No action taken by the Parties hereto, or either of them, either previously or
in connection with this Agreement shall be deemed or construed to be (a) an
admission of the truth or falsity of any claims heretofore made or (b) an
acknowledgment or admission by either party of any fault or liability whatsoever
to the other party or to any third party.

          (n) Costs.  The Parties shall each bear their own costs, expert fees,
              -----
attorneys' fees and other fees incurred in connection with this Agreement.

                                      -4-
<PAGE>

          (o) Authority.  The Company represents and warrants that the
              ---------
undersigned has the authority to act on behalf of the Company and to bind the
Company and all who may claim through it to the terms and conditions of this
Agreement.  Employee represents and warrants that he has the capacity to act on
his own behalf and on behalf of all who might claim through him to bind them to
the terms and conditions of this Agreement.  Each Party warrants and represents
that there are no liens or claims of lien or assignments in law or equity or
otherwise of or against any of the claims or causes of action released herein.

          (p) No Representations.  Each party represents that it has had the
              ------------------
opportunity to consult with an attorney, and has carefully read and understands
the scope and effect of the provisions of this Agreement.  Neither party has
relied upon any representations or statements made by the other party hereto
which are not specifically set forth in this Agreement.

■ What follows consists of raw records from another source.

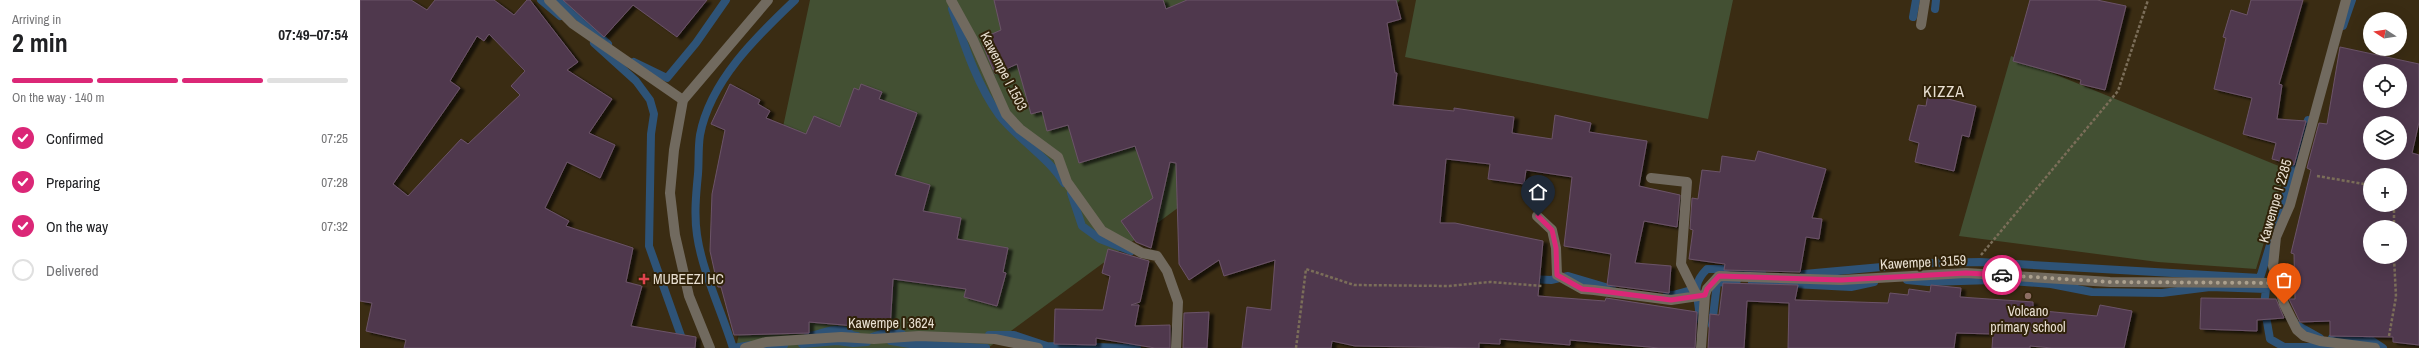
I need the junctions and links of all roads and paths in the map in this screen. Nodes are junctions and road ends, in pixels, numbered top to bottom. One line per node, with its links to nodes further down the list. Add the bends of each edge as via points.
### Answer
1 (549, 0): 8 (street, via 573,24)
2 (768, 0): 8 (street)
3 (951, 0): 22 (street, Kawempe I 1503, via 973,40 1006,114 1020,129 1058,157 1066,182 1102,231 1142,253 1157,256 1167,272 1178,302)
4 (1925, 0): 7 (street)
5 (2148, 0): 14 (path, via 2118,91)
6 (2346, 0): 9 (street, Kawempe I 2285)
7 (1921, 24)
8 (683, 100): 19 (street, via 670,193 675,235 689,296)
9 (2298, 173): 11 (path); 15 (street, Kawempe I 2285, via 2290,205 2276,237 2273,266)
10 (1651, 178): 17 (street, via 1687,182 1681,264)
11 (2363, 184)
12 (1538, 216): 17 (street, via 1552,230 1557,275 1582,289 1671,300)
13 (2394, 264): 18 (path, via 2396,297)
14 (1966, 273): 15 (street, Kawempe I 3159, via 2110,282); 17 (street, Kawempe I 3159, via 1841,280 1719,276)
15 (2279, 283): 25 (street, Kawempe I 2285, via 2284,304 2297,330 2304,336 2320,341)
16 (1551, 286): 23 (path, via 1490,282 1449,286 1354,285 1306,269)
17 (1700, 294): 24 (street)
18 (2388, 341)
19 (710, 348)
20 (745, 348): 21 (street, Kawempe I 3624, via 766,342 841,337 874,339 919,336 995,339)
21 (1038, 348)
22 (1176, 348)
23 (1296, 348)
24 (1701, 348)
25 (2375, 348)

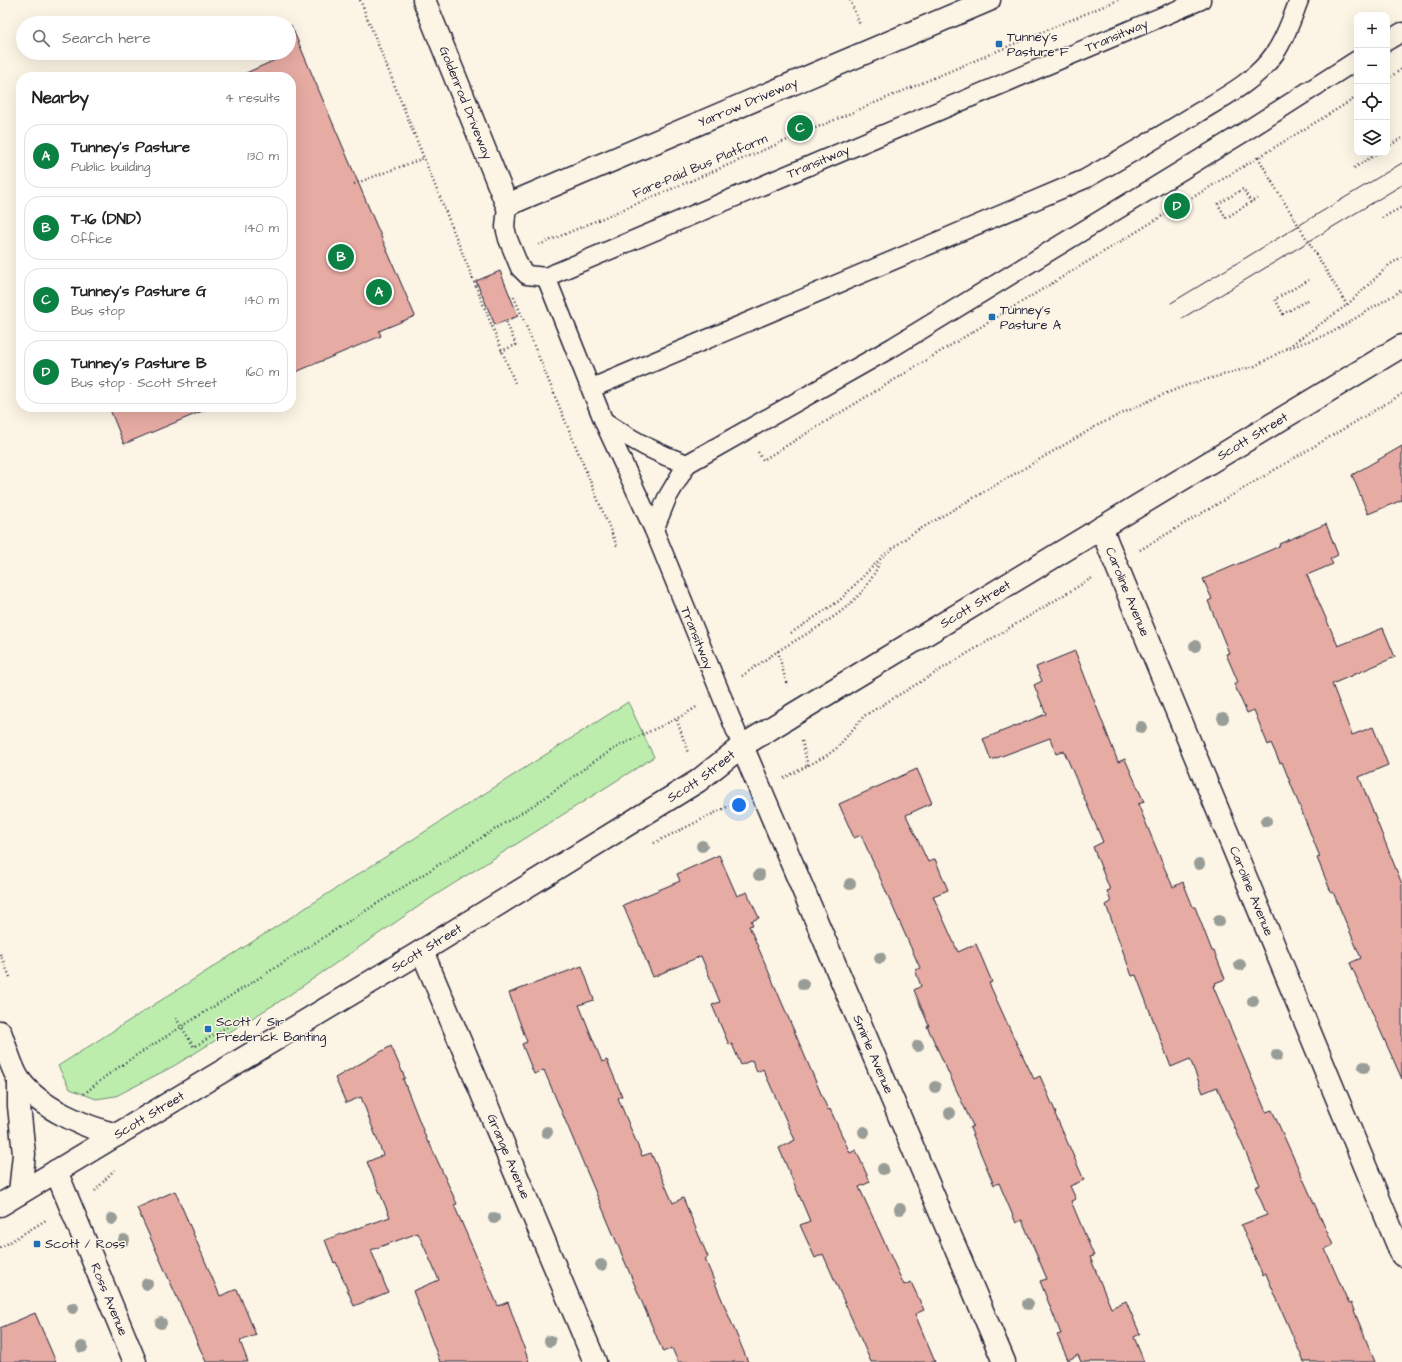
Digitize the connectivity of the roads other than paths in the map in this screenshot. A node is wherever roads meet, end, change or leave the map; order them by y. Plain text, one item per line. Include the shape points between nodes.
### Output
1 (424, 0) edge
2 (989, 0) edge
3 (1201, 0) edge
4 (1299, 0) edge
5 (1402, 32) edge
6 (1390, 39) edge
7 (1354, 62) edge
8 (507, 205) junction
9 (546, 277) junction
10 (1402, 346) edge
11 (592, 388) junction
12 (604, 422) junction
13 (687, 464) junction
14 (1101, 528) junction
15 (654, 530) junction
16 (742, 746) junction
17 (422, 951) junction
18 (0, 1032) edge
19 (19, 1080) junction
20 (118, 1135) junction
21 (56, 1171) junction
22 (20, 1193) junction
23 (0, 1205) edge
24 (1402, 1255) edge
25 (135, 1362) edge
26 (595, 1362) edge
27 (1004, 1362) edge

1 - 8 street, Goldenrod Driveway
2 - 8 street, Yarrow Driveway
3 - 9 lane, Transitway
4 - 11 lane via 1285,34 1259,72 1237,89 1085,179
5 - 6 lane
7 - 13 lane via 893,347
8 - 9 lane via 505,227 520,268 527,275
9 - 11 lane, Transitway
10 - 14 street, Scott Street
11 - 12 lane, Transitway
12 - 13 lane via 647,448
12 - 15 lane, Transitway
13 - 15 lane via 667,498
14 - 16 street, Scott Street
14 - 24 street, Caroline Avenue
15 - 16 lane, Transitway
16 - 17 street, Scott Street via 698,781
16 - 27 street, Smirle Avenue
17 - 20 street, Scott Street
17 - 26 street, Grange Avenue
18 - 19 street
19 - 20 street via 32,1094 65,1116
19 - 22 street via 24,1154
20 - 21 street, Scott Street
21 - 22 street, Scott Street
21 - 25 street, Ross Avenue
22 - 23 street, Scott Street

          (q) Severability.  In the event that any provision hereof becomes or
              ------------
is declared by a court of competent jurisdiction to be illegal, unenforceable or
void, this Agreement shall continue in full force and effect without said
provision.

          (r) Entire Agreement.  This Agreement represents the entire agreement
              ----------------
and understanding between the Company and Employee concerning Employee's
separation from the Company, and supersedes and replaces any and all prior
agreements and understandings concerning Employee's relationship with the
Company and her compensation by the Company.

          (s) No Oral Modification.  This Agreement may only be amended in
              --------------------
writing signed by Employee and the Chairman of the Company.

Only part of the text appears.